THE PROBLEM
Please transcribe every record below exactly as it appears.

DATA FOR PROCESSING
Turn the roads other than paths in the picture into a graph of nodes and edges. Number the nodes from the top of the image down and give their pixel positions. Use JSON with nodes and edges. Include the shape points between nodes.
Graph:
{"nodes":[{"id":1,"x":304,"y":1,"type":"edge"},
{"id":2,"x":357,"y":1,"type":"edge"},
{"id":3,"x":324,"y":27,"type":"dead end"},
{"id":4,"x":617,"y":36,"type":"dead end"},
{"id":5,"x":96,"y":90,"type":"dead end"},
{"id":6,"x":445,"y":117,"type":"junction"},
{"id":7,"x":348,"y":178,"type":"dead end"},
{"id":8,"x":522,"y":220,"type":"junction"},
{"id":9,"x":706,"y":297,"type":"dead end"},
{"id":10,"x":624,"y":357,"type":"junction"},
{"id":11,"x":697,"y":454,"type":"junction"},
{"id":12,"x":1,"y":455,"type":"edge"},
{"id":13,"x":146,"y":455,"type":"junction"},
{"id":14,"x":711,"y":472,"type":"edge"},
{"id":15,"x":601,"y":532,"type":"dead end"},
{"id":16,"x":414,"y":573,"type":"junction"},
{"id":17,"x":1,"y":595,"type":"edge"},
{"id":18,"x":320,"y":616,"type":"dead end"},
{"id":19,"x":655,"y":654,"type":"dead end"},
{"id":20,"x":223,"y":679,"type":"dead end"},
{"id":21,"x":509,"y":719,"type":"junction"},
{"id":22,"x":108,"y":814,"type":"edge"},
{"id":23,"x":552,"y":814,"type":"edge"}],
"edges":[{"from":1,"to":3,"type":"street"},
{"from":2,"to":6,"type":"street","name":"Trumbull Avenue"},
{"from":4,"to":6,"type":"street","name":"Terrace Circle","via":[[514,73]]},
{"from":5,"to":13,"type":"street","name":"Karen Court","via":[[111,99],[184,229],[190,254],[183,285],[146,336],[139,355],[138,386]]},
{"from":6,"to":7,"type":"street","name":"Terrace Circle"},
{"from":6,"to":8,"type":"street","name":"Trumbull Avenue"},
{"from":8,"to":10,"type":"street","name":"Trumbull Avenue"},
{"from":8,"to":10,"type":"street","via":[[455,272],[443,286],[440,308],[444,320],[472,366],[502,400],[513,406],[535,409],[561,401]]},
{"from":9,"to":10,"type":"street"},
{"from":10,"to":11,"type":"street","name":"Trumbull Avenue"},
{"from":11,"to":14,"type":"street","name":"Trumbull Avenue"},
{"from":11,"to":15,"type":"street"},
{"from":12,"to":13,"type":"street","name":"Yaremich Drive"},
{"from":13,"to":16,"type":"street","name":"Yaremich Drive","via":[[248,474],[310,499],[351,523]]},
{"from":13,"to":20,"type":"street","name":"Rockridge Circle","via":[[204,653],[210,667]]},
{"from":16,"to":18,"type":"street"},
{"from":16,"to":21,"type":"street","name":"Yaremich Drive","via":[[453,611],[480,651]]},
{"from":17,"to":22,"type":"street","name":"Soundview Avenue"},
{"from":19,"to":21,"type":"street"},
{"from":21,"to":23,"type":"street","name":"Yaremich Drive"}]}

ANSWER TO THIS EXERCISE
Turn the roads other than paths in the picture into a graph of nodes and edges. Number the nodes from the top of the image down and give their pixel positions. Use JSON with nodes and edges. Include the shape points between nodes.
Graph:
{"nodes":[{"id":1,"x":304,"y":1,"type":"edge"},
{"id":2,"x":357,"y":1,"type":"edge"},
{"id":3,"x":324,"y":27,"type":"dead end"},
{"id":4,"x":617,"y":36,"type":"dead end"},
{"id":5,"x":96,"y":90,"type":"dead end"},
{"id":6,"x":445,"y":117,"type":"junction"},
{"id":7,"x":348,"y":178,"type":"dead end"},
{"id":8,"x":522,"y":220,"type":"junction"},
{"id":9,"x":706,"y":297,"type":"dead end"},
{"id":10,"x":624,"y":357,"type":"junction"},
{"id":11,"x":697,"y":454,"type":"junction"},
{"id":12,"x":1,"y":455,"type":"edge"},
{"id":13,"x":146,"y":455,"type":"junction"},
{"id":14,"x":711,"y":472,"type":"edge"},
{"id":15,"x":601,"y":532,"type":"dead end"},
{"id":16,"x":414,"y":573,"type":"junction"},
{"id":17,"x":1,"y":595,"type":"edge"},
{"id":18,"x":320,"y":616,"type":"dead end"},
{"id":19,"x":655,"y":654,"type":"dead end"},
{"id":20,"x":223,"y":679,"type":"dead end"},
{"id":21,"x":509,"y":719,"type":"junction"},
{"id":22,"x":108,"y":814,"type":"edge"},
{"id":23,"x":552,"y":814,"type":"edge"}],
"edges":[{"from":1,"to":3,"type":"street"},
{"from":2,"to":6,"type":"street","name":"Trumbull Avenue"},
{"from":4,"to":6,"type":"street","name":"Terrace Circle","via":[[514,73]]},
{"from":5,"to":13,"type":"street","name":"Karen Court","via":[[111,99],[184,229],[190,254],[183,285],[146,336],[139,355],[138,386]]},
{"from":6,"to":7,"type":"street","name":"Terrace Circle"},
{"from":6,"to":8,"type":"street","name":"Trumbull Avenue"},
{"from":8,"to":10,"type":"street","name":"Trumbull Avenue"},
{"from":8,"to":10,"type":"street","via":[[455,272],[443,286],[440,308],[444,320],[472,366],[502,400],[513,406],[535,409],[561,401]]},
{"from":9,"to":10,"type":"street"},
{"from":10,"to":11,"type":"street","name":"Trumbull Avenue"},
{"from":11,"to":14,"type":"street","name":"Trumbull Avenue"},
{"from":11,"to":15,"type":"street"},
{"from":12,"to":13,"type":"street","name":"Yaremich Drive"},
{"from":13,"to":16,"type":"street","name":"Yaremich Drive","via":[[248,474],[310,499],[351,523]]},
{"from":13,"to":20,"type":"street","name":"Rockridge Circle","via":[[204,653],[210,667]]},
{"from":16,"to":18,"type":"street"},
{"from":16,"to":21,"type":"street","name":"Yaremich Drive","via":[[453,611],[480,651]]},
{"from":17,"to":22,"type":"street","name":"Soundview Avenue"},
{"from":19,"to":21,"type":"street"},
{"from":21,"to":23,"type":"street","name":"Yaremich Drive"}]}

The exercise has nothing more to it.